Dataset entries
* * * * * * * * *

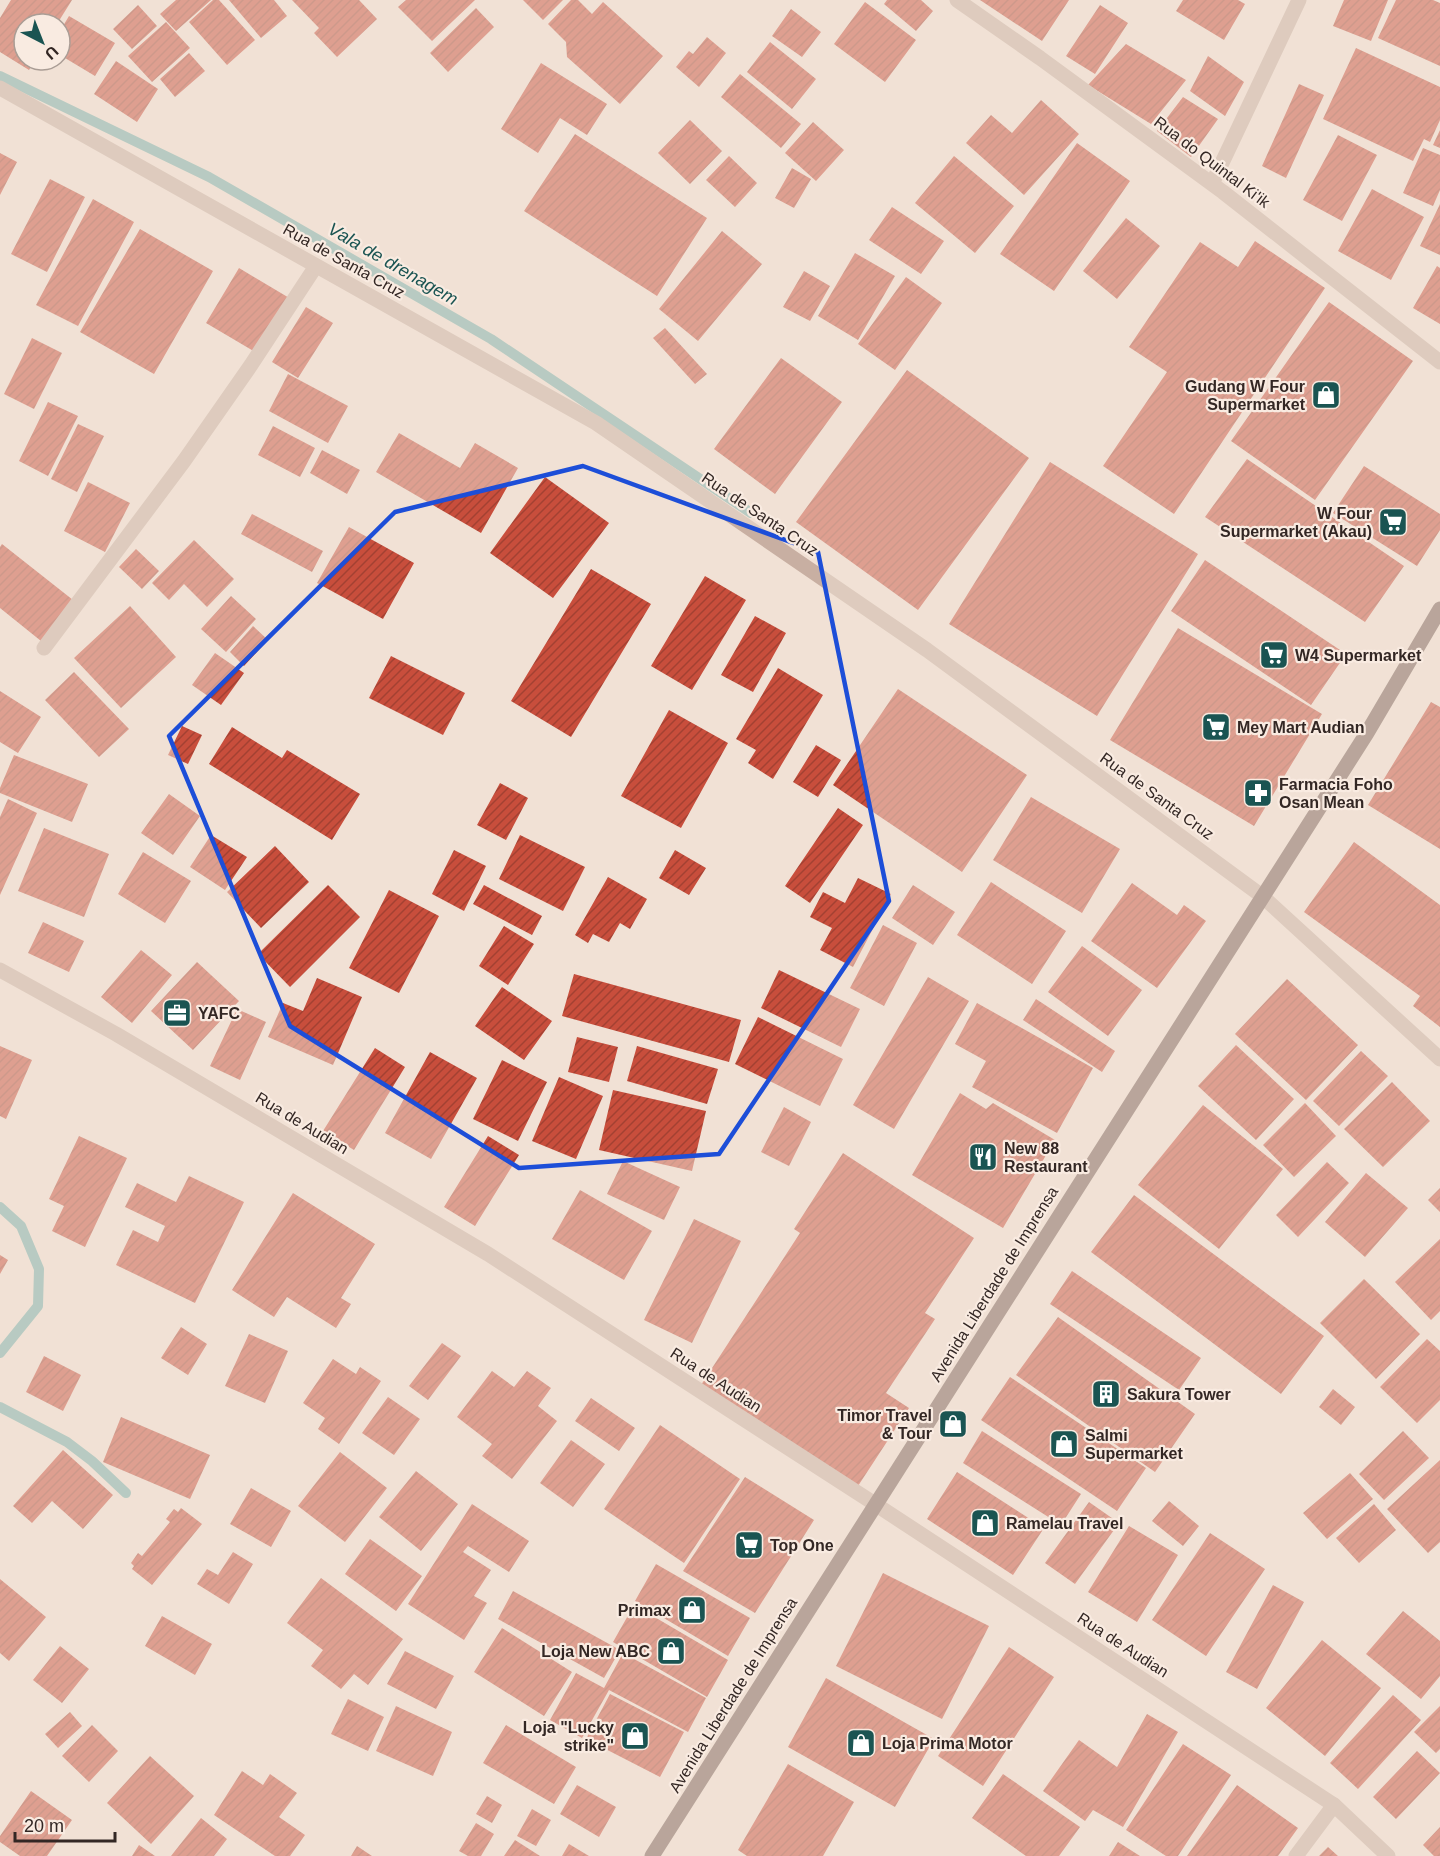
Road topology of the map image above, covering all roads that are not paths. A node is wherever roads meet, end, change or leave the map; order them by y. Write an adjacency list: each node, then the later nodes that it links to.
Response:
1 (957, 0): 4 (street, Rua do Quintal Ki'ik)
2 (1299, 0): 4 (street)
3 (0, 88): 5 (street, Rua de Santa Cruz)
4 (1212, 184): 6 (street, Rua do Quintal Ki'ik)
5 (316, 266): 8 (street); 9 (street, Rua de Santa Cruz)
6 (1440, 362)
7 (1440, 609): 9 (main road, Avenida Liberdade de Imprensa)
8 (44, 648)
9 (1262, 896): 11 (street, Rua de Santa Cruz); 12 (main road, Avenida Liberdade de Imprensa)
10 (0, 970): 12 (street, Rua de Audian)
11 (1440, 1059)
12 (875, 1504): 13 (street, Rua de Audian); 14 (main road, Avenida Liberdade de Imprensa)
13 (1334, 1805): 15 (street); 16 (street, Rua de Audian)
14 (652, 1856)
15 (1296, 1856)
16 (1388, 1856)

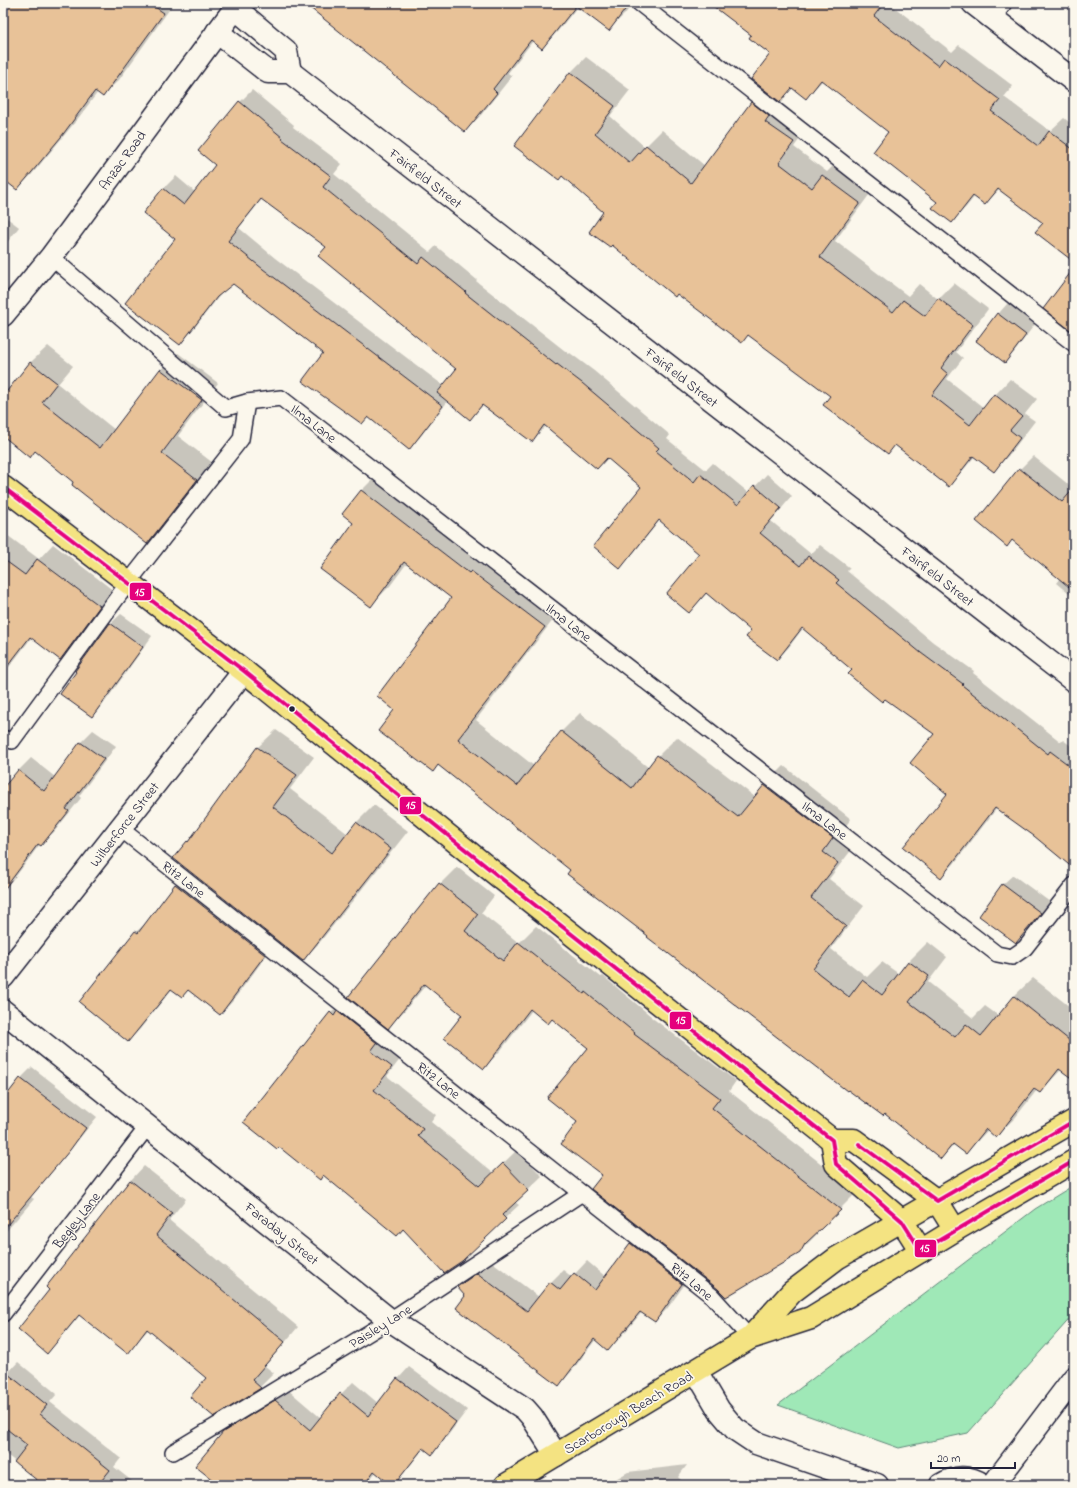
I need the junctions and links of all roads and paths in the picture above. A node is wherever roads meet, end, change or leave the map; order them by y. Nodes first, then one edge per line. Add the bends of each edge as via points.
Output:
1 (639, 3) edge
2 (237, 5) edge
3 (987, 7) edge
4 (217, 32) junction
5 (290, 72) junction
6 (1074, 81) edge
7 (51, 257) junction
8 (3, 315) edge
9 (1074, 344) edge
10 (247, 402) junction
11 (3, 487) edge
12 (128, 583) junction
13 (244, 670) junction
14 (1074, 681) edge
15 (3, 738) edge
16 (121, 829) junction
17 (1074, 885) edge
18 (3, 977) edge
19 (3, 1011) edge
20 (1074, 1121) edge
21 (148, 1126) junction
22 (832, 1140) junction
23 (1074, 1161) edge
24 (582, 1193) junction
25 (937, 1201) junction
26 (902, 1221) junction
27 (955, 1230) junction
28 (921, 1251) junction
29 (3, 1314) edge
30 (390, 1320) junction
31 (750, 1338) junction
32 (696, 1371) junction
33 (1074, 1378) edge
34 (173, 1452) dead end
35 (556, 1455) junction
36 (506, 1485) edge
37 (877, 1485) edge
38 (941, 1485) edge
39 (983, 1485) edge
40 (993, 1485) edge

1 - 9 lane
2 - 4 street, Anzac Road
2 - 5 street via 286,51
3 - 6 street
4 - 5 street via 268,72
4 - 7 street, Anzac Road
5 - 14 street, Fairfield Street
7 - 8 street, Anzac Road
7 - 10 lane, Ilma Lane via 226,408
10 - 12 lane via 241,439
10 - 17 lane, Ilma Lane via 281,398 997,954 1012,957 1025,948
11 - 12 main road
12 - 13 main road
12 - 15 lane via 12,741
13 - 16 street, Wilberforce Street
13 - 22 main road via 496,874
16 - 18 street, Wilberforce Street
16 - 24 lane, Ritz Lane
19 - 21 street, Faraday Street
20 - 25 main road, Scarborough Beach Road
21 - 29 lane, Begley Lane
21 - 30 street, Faraday Street
22 - 25 main road via 854,1140
22 - 26 main road via 836,1164
23 - 27 main road, Scarborough Beach Road
24 - 30 lane, Paisley Lane
24 - 31 lane, Ritz Lane via 712,1296
25 - 26 main road, Scarborough Beach Road
25 - 27 main road
26 - 28 main road
26 - 31 main road, Scarborough Beach Road via 837,1258 792,1292
27 - 28 main road, Scarborough Beach Road
28 - 31 main road, Scarborough Beach Road via 812,1318
30 - 34 lane, Paisley Lane
30 - 35 street, Faraday Street via 525,1409
31 - 32 main road, Scarborough Beach Road
32 - 35 main road, Scarborough Beach Road
32 - 37 street via 718,1410 735,1429 756,1444
33 - 40 street
35 - 36 main road, Scarborough Beach Road
38 - 39 street via 950,1479 960,1478

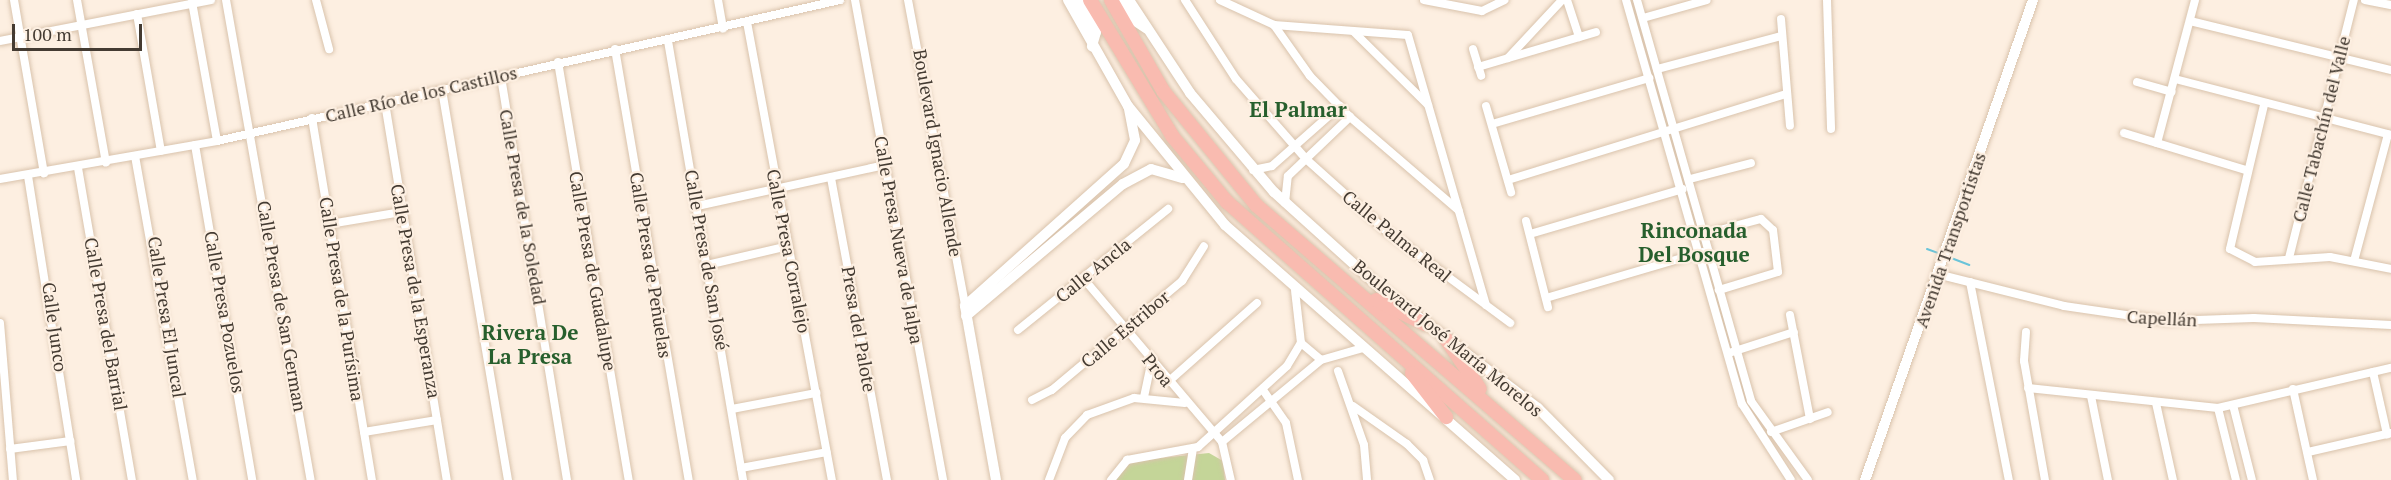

* * * * * * * * *

Pick out every line above that contains the word "Santa" and copy it.

Reply
3 (0, 88): 5 (street, Rua de Santa Cruz)
5 (316, 266): 8 (street); 9 (street, Rua de Santa Cruz)
9 (1262, 896): 11 (street, Rua de Santa Cruz); 12 (main road, Avenida Liberdade de Imprensa)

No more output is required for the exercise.